# TASK OBJECTIVE:
What is needed is an exact transcription of every record, minus the pictures.

# INPUT MATERIAL:
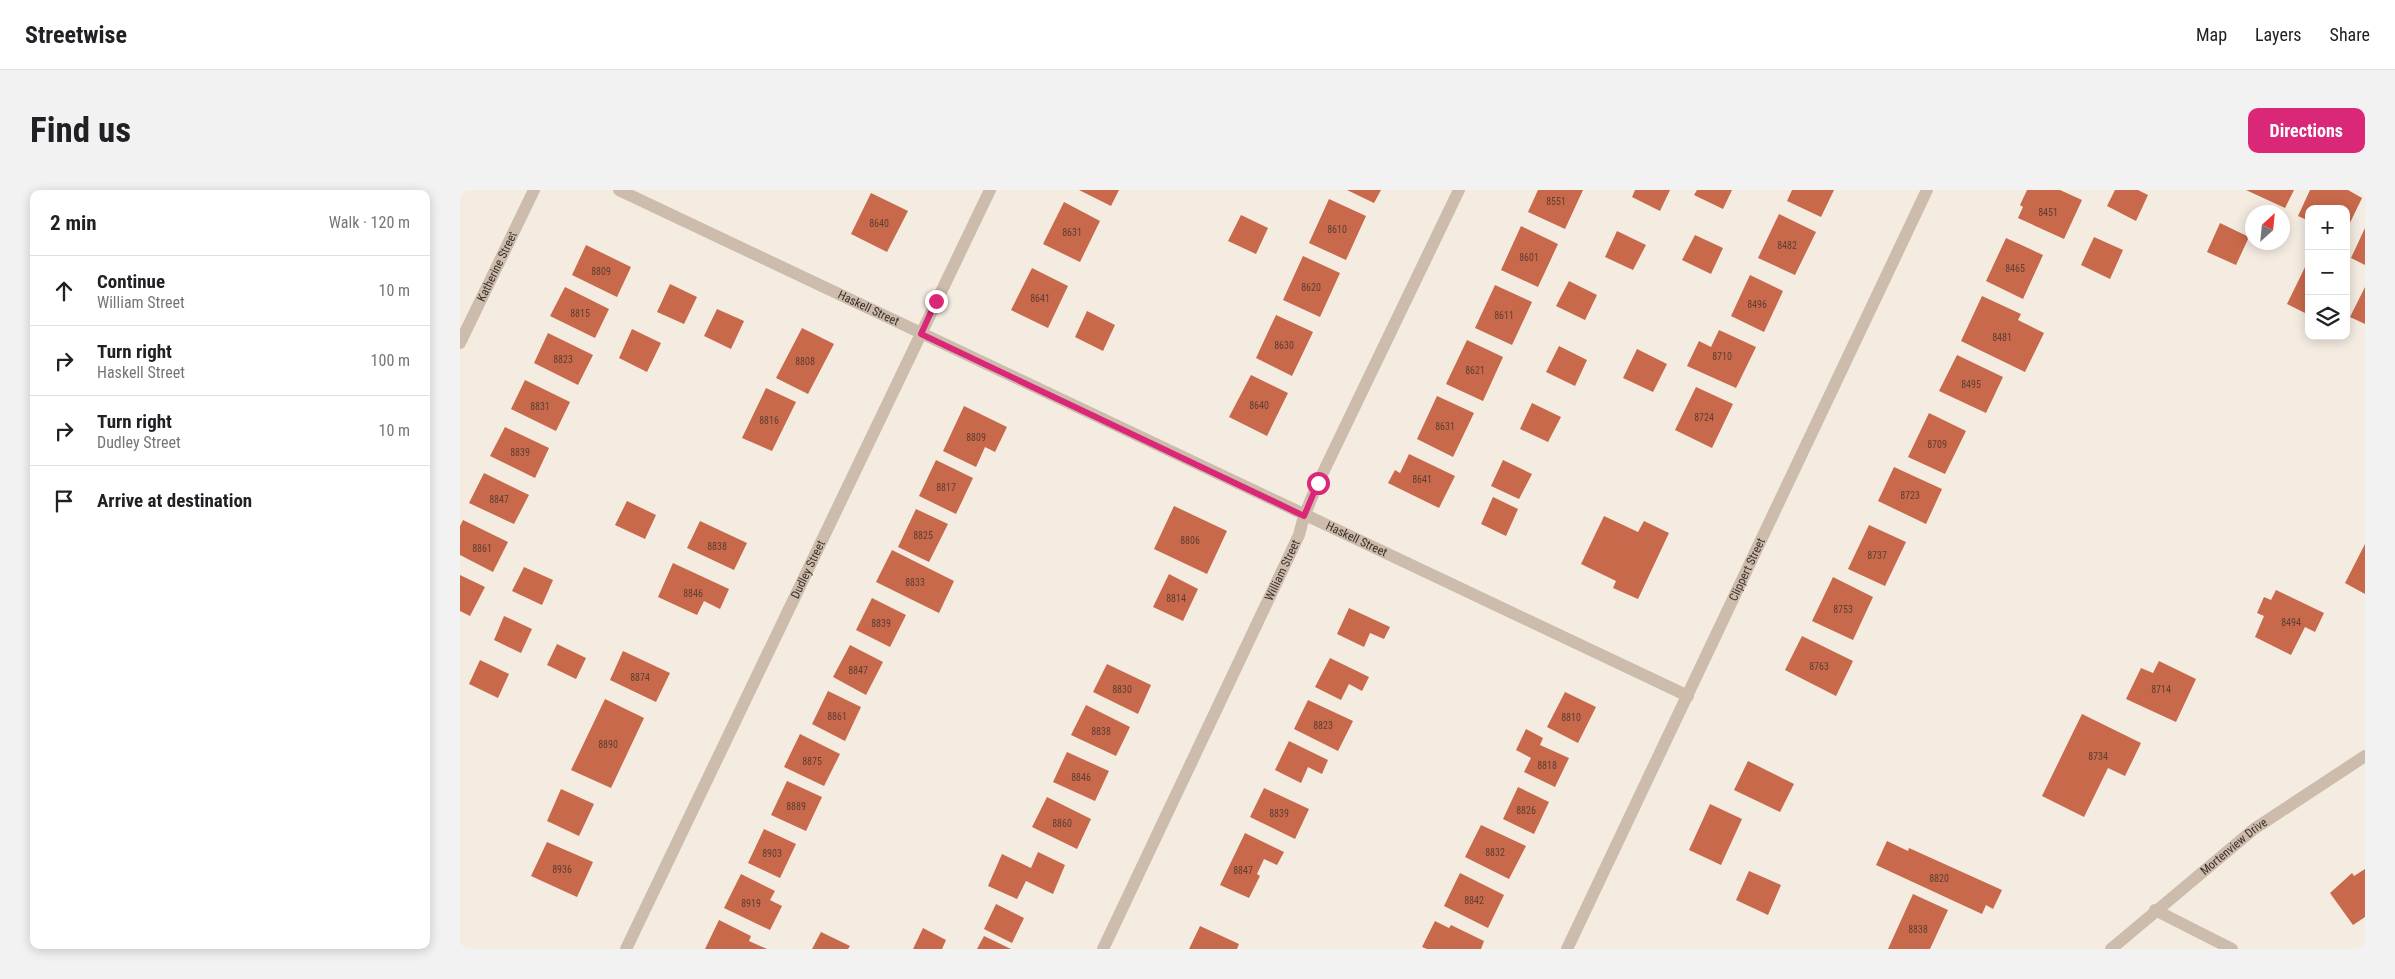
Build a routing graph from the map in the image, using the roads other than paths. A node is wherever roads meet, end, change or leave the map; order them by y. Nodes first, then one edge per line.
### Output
1 (534, 190) edge
2 (619, 190) edge
3 (990, 190) edge
4 (1459, 190) edge
5 (1927, 190) edge
6 (921, 334) junction
7 (460, 343) edge
8 (1304, 516) junction
9 (1688, 696) junction
10 (2365, 756) edge
11 (2154, 910) junction
12 (626, 949) edge
13 (1103, 949) edge
14 (1567, 949) edge
15 (2111, 949) edge
16 (2232, 949) edge

1 - 7 street, Katherine Street
2 - 6 street, Haskell Street
3 - 6 street, Dudley Street
4 - 8 street, William Street
5 - 9 street, Clippert Street
6 - 8 street, Haskell Street
6 - 12 street, Dudley Street
8 - 9 street, Haskell Street
8 - 13 street, William Street
9 - 14 street, Clippert Street
10 - 11 street, Mortenview Drive
11 - 15 street, Mortenview Drive
11 - 16 street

# OUTPUT OF THE TASK:
Build a routing graph from the map in the image, using the roads other than paths. A node is wherever roads meet, end, change or leave the map; order them by y. Nodes first, then one edge per line.
### Output
1 (534, 190) edge
2 (619, 190) edge
3 (990, 190) edge
4 (1459, 190) edge
5 (1927, 190) edge
6 (921, 334) junction
7 (460, 343) edge
8 (1304, 516) junction
9 (1688, 696) junction
10 (2365, 756) edge
11 (2154, 910) junction
12 (626, 949) edge
13 (1103, 949) edge
14 (1567, 949) edge
15 (2111, 949) edge
16 (2232, 949) edge

1 - 7 street, Katherine Street
2 - 6 street, Haskell Street
3 - 6 street, Dudley Street
4 - 8 street, William Street
5 - 9 street, Clippert Street
6 - 8 street, Haskell Street
6 - 12 street, Dudley Street
8 - 9 street, Haskell Street
8 - 13 street, William Street
9 - 14 street, Clippert Street
10 - 11 street, Mortenview Drive
11 - 15 street, Mortenview Drive
11 - 16 street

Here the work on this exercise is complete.